Required work =
Say how many lines in the entries below mention "Dahiru", with no other words.

Data excerpts:

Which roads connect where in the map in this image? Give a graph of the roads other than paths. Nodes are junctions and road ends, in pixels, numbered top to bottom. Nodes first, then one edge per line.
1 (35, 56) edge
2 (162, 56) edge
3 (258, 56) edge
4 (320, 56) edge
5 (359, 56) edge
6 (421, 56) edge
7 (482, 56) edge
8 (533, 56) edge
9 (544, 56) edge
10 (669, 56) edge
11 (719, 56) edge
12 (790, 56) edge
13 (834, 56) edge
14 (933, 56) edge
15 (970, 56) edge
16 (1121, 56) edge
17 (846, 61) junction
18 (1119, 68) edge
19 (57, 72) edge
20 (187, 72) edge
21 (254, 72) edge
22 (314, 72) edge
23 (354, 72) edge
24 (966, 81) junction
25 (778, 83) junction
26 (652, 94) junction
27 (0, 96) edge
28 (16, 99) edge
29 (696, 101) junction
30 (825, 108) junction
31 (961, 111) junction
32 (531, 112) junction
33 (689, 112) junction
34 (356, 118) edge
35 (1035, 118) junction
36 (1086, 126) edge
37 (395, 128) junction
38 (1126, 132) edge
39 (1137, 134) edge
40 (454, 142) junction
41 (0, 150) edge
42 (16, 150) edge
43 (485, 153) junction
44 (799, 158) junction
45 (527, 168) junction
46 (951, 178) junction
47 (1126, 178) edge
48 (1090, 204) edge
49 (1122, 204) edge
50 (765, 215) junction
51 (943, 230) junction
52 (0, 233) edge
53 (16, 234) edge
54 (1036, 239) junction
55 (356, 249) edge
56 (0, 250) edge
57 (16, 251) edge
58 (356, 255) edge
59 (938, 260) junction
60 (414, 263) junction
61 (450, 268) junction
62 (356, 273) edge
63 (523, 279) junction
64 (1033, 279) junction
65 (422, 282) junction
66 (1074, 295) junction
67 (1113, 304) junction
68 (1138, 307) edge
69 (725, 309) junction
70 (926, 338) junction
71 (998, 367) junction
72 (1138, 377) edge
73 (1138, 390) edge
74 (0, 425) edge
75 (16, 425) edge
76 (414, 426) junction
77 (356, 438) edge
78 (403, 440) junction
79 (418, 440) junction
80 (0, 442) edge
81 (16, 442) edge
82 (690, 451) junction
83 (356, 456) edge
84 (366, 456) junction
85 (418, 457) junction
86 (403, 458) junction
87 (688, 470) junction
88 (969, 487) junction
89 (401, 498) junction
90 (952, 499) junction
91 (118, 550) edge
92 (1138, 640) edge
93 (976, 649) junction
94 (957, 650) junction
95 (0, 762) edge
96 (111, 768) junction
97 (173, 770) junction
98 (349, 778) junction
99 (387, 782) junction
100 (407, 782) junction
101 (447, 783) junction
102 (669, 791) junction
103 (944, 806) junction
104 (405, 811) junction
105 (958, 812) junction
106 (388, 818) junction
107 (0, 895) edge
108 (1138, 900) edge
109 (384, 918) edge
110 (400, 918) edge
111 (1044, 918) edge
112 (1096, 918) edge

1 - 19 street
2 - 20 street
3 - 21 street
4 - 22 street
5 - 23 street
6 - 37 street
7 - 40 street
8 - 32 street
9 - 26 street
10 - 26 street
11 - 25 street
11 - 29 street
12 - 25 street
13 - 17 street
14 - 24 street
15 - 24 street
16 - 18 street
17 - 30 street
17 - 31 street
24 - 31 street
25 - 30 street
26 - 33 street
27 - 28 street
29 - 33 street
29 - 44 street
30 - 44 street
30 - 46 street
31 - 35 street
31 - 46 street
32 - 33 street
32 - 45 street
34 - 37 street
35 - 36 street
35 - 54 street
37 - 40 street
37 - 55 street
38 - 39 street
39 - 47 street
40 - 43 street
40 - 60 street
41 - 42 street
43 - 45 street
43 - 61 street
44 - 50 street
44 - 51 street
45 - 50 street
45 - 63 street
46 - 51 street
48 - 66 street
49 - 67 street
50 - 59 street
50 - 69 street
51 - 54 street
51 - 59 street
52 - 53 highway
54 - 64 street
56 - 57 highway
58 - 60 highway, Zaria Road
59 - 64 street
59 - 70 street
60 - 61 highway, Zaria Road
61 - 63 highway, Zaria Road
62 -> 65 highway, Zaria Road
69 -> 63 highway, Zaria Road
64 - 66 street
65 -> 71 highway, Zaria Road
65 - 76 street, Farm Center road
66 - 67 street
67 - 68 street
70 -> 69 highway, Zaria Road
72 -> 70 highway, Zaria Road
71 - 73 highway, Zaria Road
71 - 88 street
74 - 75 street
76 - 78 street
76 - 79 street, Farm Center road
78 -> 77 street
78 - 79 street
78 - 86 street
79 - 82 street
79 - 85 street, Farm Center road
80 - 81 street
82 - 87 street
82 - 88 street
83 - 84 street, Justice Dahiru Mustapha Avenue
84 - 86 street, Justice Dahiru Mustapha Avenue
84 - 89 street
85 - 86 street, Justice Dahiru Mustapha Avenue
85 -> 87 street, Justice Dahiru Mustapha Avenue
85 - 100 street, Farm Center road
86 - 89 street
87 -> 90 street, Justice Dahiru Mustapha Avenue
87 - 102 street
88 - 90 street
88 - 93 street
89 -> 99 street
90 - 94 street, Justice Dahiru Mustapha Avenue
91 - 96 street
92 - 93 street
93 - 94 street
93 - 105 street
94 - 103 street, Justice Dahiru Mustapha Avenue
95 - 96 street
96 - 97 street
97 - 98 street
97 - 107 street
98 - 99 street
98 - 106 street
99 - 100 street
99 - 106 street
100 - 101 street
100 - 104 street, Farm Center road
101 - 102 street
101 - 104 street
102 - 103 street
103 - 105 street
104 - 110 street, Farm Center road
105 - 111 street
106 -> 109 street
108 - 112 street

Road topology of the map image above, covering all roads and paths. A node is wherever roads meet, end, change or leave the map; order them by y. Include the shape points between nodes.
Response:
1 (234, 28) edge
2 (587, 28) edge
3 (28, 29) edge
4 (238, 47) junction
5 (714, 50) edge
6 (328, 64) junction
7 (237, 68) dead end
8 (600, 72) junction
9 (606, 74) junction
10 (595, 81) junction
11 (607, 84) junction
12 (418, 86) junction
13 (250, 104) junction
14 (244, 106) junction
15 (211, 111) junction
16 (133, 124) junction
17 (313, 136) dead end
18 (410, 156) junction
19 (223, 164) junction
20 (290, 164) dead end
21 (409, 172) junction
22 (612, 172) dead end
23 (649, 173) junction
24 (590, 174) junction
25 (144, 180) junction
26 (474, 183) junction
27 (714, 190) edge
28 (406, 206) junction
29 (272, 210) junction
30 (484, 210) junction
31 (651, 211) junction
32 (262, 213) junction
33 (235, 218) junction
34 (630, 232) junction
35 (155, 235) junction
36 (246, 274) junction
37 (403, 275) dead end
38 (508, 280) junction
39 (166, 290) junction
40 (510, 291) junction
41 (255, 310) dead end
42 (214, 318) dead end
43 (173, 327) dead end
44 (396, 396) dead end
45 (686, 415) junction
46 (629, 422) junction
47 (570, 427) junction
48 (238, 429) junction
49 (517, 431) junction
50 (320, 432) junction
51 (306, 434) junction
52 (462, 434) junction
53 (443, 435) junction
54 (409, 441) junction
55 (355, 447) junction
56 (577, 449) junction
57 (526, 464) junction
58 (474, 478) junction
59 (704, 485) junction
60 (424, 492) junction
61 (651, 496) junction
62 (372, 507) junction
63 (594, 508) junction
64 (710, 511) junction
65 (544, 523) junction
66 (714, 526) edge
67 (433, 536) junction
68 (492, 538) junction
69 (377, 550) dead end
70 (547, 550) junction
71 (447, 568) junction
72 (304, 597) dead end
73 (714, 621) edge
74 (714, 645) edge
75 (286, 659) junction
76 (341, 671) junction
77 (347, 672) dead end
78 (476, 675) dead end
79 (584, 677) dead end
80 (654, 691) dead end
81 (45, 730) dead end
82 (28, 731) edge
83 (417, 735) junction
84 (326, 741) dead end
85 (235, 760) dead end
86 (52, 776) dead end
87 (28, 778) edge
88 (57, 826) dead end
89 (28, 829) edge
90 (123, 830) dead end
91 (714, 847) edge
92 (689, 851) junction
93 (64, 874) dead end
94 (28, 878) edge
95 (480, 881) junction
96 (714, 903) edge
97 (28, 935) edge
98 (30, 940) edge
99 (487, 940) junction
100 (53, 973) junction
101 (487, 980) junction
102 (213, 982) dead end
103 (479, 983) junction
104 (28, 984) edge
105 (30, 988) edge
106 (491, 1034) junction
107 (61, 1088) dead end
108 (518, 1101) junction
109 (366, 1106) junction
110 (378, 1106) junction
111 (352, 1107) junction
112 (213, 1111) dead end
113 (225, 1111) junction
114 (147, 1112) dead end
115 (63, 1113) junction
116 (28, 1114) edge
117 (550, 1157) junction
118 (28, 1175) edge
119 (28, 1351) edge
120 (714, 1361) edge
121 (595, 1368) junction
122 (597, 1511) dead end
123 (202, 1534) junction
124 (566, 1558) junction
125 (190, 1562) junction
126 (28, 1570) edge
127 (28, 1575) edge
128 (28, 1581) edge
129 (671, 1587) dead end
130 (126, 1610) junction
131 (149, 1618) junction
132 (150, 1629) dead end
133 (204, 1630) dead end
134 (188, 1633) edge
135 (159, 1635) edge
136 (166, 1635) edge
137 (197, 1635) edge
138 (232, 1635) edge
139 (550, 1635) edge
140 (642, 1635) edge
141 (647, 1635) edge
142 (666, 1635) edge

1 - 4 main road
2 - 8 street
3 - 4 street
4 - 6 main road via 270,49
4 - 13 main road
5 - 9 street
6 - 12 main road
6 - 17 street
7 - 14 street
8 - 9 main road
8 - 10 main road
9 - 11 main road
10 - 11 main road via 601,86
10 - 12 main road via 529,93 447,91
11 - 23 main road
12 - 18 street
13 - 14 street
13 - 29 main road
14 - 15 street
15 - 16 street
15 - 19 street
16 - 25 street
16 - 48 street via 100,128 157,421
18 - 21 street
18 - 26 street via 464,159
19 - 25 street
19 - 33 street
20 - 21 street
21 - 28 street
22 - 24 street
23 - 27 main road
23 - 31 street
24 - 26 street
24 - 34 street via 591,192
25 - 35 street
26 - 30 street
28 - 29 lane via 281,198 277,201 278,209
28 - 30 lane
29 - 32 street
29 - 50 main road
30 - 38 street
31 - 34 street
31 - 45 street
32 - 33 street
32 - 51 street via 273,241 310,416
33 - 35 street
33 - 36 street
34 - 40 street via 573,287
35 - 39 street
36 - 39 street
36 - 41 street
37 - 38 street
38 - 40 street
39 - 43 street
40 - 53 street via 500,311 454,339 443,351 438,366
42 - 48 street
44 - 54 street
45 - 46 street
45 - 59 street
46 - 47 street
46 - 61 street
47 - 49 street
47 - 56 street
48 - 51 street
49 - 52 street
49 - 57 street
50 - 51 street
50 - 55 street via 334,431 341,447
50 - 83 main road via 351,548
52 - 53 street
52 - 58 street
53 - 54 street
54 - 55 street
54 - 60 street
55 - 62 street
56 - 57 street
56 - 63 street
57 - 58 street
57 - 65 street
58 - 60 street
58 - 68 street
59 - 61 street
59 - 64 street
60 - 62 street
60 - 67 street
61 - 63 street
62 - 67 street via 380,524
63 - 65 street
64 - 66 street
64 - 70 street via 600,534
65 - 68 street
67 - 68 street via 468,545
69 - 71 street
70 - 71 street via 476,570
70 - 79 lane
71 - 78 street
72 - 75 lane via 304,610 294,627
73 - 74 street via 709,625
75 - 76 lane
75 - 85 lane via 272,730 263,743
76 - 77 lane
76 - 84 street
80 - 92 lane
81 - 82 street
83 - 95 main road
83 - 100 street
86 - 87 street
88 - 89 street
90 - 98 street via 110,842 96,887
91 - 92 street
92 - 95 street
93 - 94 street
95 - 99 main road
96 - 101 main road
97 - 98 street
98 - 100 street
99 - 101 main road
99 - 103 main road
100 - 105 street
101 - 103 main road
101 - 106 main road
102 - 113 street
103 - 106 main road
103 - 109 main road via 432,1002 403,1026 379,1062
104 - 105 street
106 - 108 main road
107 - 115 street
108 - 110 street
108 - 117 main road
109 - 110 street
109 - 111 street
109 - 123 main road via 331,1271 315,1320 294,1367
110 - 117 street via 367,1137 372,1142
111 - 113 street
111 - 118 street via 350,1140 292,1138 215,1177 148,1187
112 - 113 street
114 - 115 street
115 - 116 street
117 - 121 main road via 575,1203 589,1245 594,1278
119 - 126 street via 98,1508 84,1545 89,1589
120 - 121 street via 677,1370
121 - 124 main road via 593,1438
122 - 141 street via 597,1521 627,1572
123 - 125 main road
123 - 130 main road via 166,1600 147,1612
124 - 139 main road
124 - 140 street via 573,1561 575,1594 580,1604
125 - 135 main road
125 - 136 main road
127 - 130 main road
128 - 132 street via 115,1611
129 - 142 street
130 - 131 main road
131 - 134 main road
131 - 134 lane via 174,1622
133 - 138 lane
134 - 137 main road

Solution =
7